An appearance at last weekend’s Download Festival also appeared to define itself as something of a Spiritbox ‘moment’. One of the most anticipated acts of the festival, they packed out the Avalanche tent long before they arrived on stage, totally in their element as they ripped through a dynamic set that demonstrated exactly why they’re racking up so many millions of views. “What a first date, we’ll do another…” laughed Courtney at one point; “Next time we’ll buy dinner”. By all online fan accounts, they absolutely crushed it.
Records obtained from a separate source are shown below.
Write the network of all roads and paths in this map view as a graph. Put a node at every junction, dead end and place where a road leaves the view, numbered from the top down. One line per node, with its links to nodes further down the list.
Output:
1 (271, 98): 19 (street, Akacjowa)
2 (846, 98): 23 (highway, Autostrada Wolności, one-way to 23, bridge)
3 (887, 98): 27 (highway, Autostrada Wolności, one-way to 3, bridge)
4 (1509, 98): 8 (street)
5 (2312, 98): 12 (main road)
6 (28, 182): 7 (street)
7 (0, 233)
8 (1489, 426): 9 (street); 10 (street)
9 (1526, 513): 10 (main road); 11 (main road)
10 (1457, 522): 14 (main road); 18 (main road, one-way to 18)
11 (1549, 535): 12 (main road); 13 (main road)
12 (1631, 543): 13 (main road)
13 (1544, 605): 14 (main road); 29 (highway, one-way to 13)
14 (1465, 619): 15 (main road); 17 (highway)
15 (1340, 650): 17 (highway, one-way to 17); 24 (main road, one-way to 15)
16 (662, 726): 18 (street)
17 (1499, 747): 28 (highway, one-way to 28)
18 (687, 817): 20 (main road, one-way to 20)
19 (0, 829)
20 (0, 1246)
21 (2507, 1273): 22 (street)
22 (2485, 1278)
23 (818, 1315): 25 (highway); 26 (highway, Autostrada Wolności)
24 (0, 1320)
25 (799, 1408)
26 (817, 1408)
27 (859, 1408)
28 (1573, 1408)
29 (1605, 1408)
As both a packed Download Tent and Harper’s young deathcore tribute show, having a visible band like Spiritbox thriving in the scene means everything. It is the thing that gives little girls the courage to do it themselves, the versatility that actively encourages diverse audiences through a meeting of scenes and styles. With a frontman like LaPlante, young women are given solid evidence that you don’t need big-budget costumes or standoffish theatrics to fit in in heavy rock; you can just get up there and let out the dualities of your voice, not having to choose between being the ‘screamer’ or the ‘singer’. 

Most pertinently, when bands like Spiritbox can fill large tents on their first UK visit, big festivals like Download can no longer hide behind the falsehoods that women don’t sell. While stature and track record does obviously matter, festival promoters must embrace the role that they have in incubating and supporting the headliners of tomorrow, allowing the most exciting artists to step up to the opportunities that they are trusted with. Having already announced that the 2023’s edition will include four different headliners, there has never been a better time for a festival like Download to push themselves out of the comfort zone of Iron Maidens and Biffy Clyros and let a younger band take a stab at the big time. Spritbox might not yet be big enough to take on the whole thing, but there is no real reason why they couldn’t be part of a co-headliner slot with other acts of similar promise and scale, or at very least take on the job of high-up mainstage support.  

In terms of inspiring the next generation, Spiritbox have already proven that they can more than live up to their name, but their journey is only just beginning. With proper industry support behind their talent, who knows how far Courtney’s roar can truly carry?